Now, let's pretend for a moment that you're not in the business of selling monogrammed rubber dogshit made in a sweatshop in Saipan to your loyal rubber dogshit customers in Redneckistan, Wyoming. No, you're in the business of trying to organize people to support you in a bid for a seat in the U.S. Congress, or you're trying to get people motivated to keep the old-growth redwood stands in the California State Park system from being sold off at auction to the Chinese military for use as targets on their artillery ranges. Or you're trying to raise awareness about how the local chemical plant is poisoning the river, and that's why all the fish you're catching have six eyes and human arms growing out of their gills. Or you're trying to help people understand how the information networks they use to inform themselves about public policy are being used to promote convenient lies to support a morally corrupt and criminal war for the profiteering opportunities it presents to those who won't ever have to fight in it. Or, not to be too meta, trying to help people understand why Internet neutrality is a good idea.
The list goes on and on. Do not try to run any bullshit here about how the companies that today are fighting Internet neutrality tooth and nail will be bending over backward to treat all comers fairly when it comes time to cut these exclusive peering arrangements with content providers. They will not.

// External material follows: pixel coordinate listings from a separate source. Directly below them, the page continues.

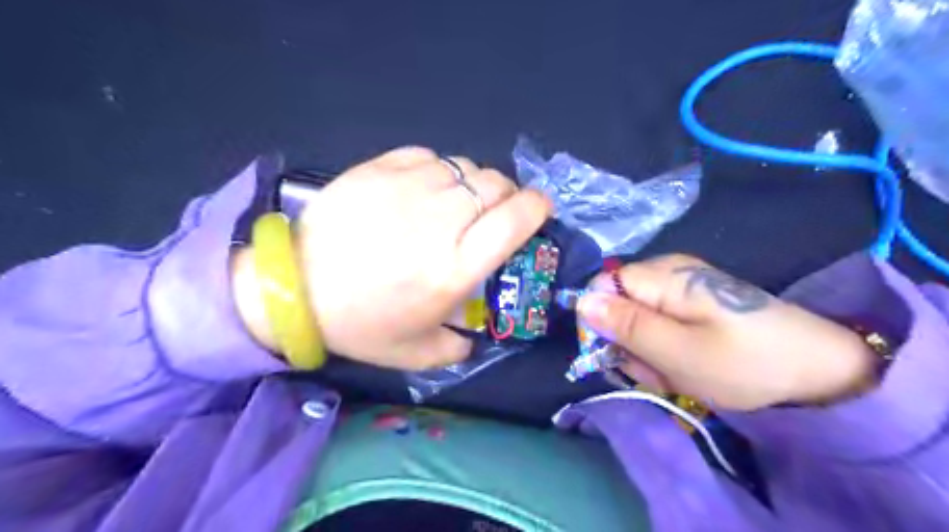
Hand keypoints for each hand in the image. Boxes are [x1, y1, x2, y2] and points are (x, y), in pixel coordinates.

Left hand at [234, 145, 553, 370]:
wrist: (293, 288)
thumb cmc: (359, 324)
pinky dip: (438, 170)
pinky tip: (425, 188)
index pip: (515, 219)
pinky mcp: (379, 169)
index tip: (539, 209)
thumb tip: (476, 335)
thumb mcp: (417, 353)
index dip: (537, 207)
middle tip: (494, 211)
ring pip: (464, 167)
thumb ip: (458, 348)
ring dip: (472, 183)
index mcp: (455, 267)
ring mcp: (407, 188)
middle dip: (507, 195)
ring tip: (456, 202)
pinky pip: (429, 156)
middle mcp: (440, 221)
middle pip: (495, 185)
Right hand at [574, 256, 877, 408]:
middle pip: (617, 305)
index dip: (602, 321)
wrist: (818, 371)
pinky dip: (665, 350)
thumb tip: (580, 301)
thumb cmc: (746, 363)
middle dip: (629, 342)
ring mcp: (681, 289)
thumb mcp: (678, 352)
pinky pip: (659, 326)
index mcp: (663, 277)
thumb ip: (626, 325)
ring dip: (647, 352)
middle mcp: (667, 273)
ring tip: (677, 372)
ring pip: (636, 320)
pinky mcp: (692, 305)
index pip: (602, 287)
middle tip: (658, 369)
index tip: (622, 353)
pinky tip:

They have no intention of doing so. If they did, then they wouldn't need to kill Internet neutrality in the first place. They could just sell tiered pricing plans to their customers and dispense with the exclusive peering arrangements altogether.

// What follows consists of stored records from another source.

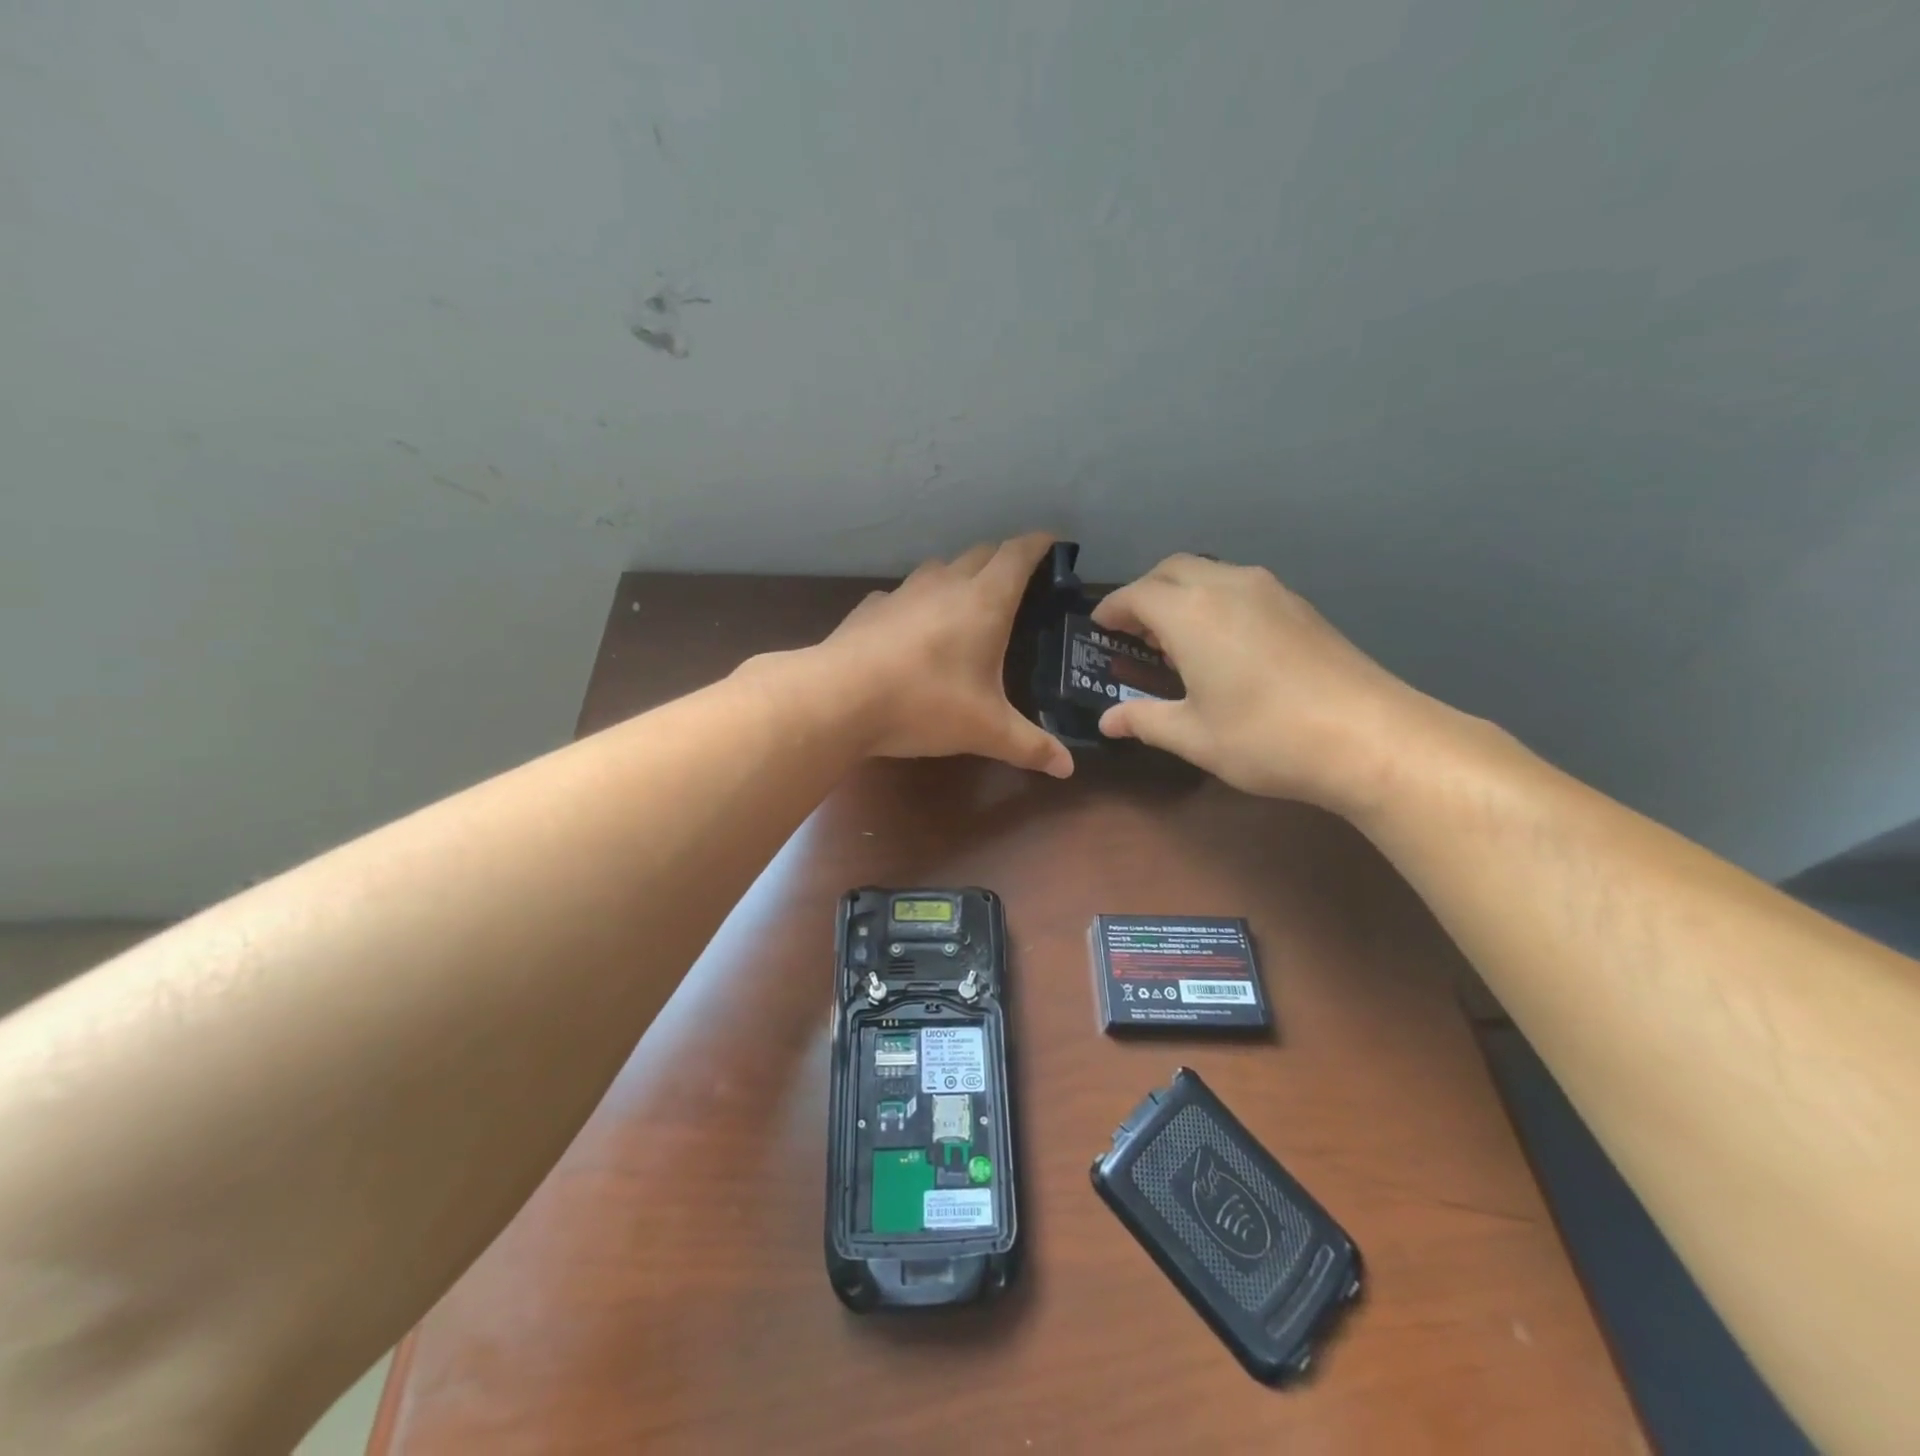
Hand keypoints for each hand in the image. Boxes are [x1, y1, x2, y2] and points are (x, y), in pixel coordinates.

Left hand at [819, 533, 1074, 778]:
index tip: (1055, 545)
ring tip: (968, 606)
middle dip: (1004, 560)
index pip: (1018, 553)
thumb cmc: (924, 704)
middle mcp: (945, 584)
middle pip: (981, 553)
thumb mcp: (985, 731)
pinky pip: (904, 595)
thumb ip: (1030, 746)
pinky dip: (919, 603)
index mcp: (984, 601)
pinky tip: (914, 632)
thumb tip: (1068, 768)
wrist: (839, 698)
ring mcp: (903, 593)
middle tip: (1019, 586)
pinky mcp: (871, 608)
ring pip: (940, 568)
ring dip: (960, 576)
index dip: (1041, 544)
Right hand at [1093, 554, 1446, 812]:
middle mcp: (1227, 586)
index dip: (1113, 608)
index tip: (1100, 626)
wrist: (1369, 736)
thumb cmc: (1265, 738)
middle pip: (1172, 569)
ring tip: (1175, 637)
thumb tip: (1108, 721)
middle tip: (1134, 630)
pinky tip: (1222, 642)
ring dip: (1182, 594)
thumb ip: (1144, 721)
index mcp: (1191, 614)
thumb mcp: (1193, 737)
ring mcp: (1270, 590)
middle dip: (1146, 593)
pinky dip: (1214, 600)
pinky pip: (1239, 586)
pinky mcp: (1299, 605)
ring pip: (1209, 572)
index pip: (1138, 594)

I said I had an idea for how to approach this problem.
Here it is: tell these Internet service providers they have a choice. They can stop being neutral carriers ONLY if they're willing to take responsibility for the content they're carrying. If they carry messages that amount to false advertising or other forms of fraud, then they're the ones who are accountable for the damages. If they carry messages that endorse candidates for political office, then that's a campaign contribution. If they carry explicit movies of naked children playing hide-the-bratwurst with grown Congressmen, and that violates local community obscenity standards, then they're criminally liable for it. This happens for all content they carry on any of their channels. Any of them. They don't get to be pick-and-choose about which channels are neutral and which of them are not. If they're not neutral carriers, then they're content repackagers, and they're the ones who are responsible for the content they provide, not the original content developers.
The service providers won't like this arrangement one bit. It's basically the deal they have today: A) you can be a neutral carrier and provide all the bits the quality of service their senders are paying you for— regardless of what color they are, or where they're going— or, B) you can be Compuserve. We're going to be in a world of hurt if we let them turn the entire Internet into their own monopsonistic empire.
Yes, I just used a big scary word. Look it up. It means, There Is Effectively Only One Buyer.
Put more simply, it means this: You want to provide content to the whole Internet? Excellent. There's just one problem— there's effectively only one entity that will buy it from you: the giant Internet service providers, who collude to keep small competitors from challenging their dominance of the industry. And they decide what you will sell and how much they will pay for it. Not you. Or your consumers. They and they alone decide.
And they don't like you. A) They don't have to like you, and B) it's not in their interests to like you. Not one little bit. They're the goddamned phone company. That's why.
Now, do you see how this works, Larry?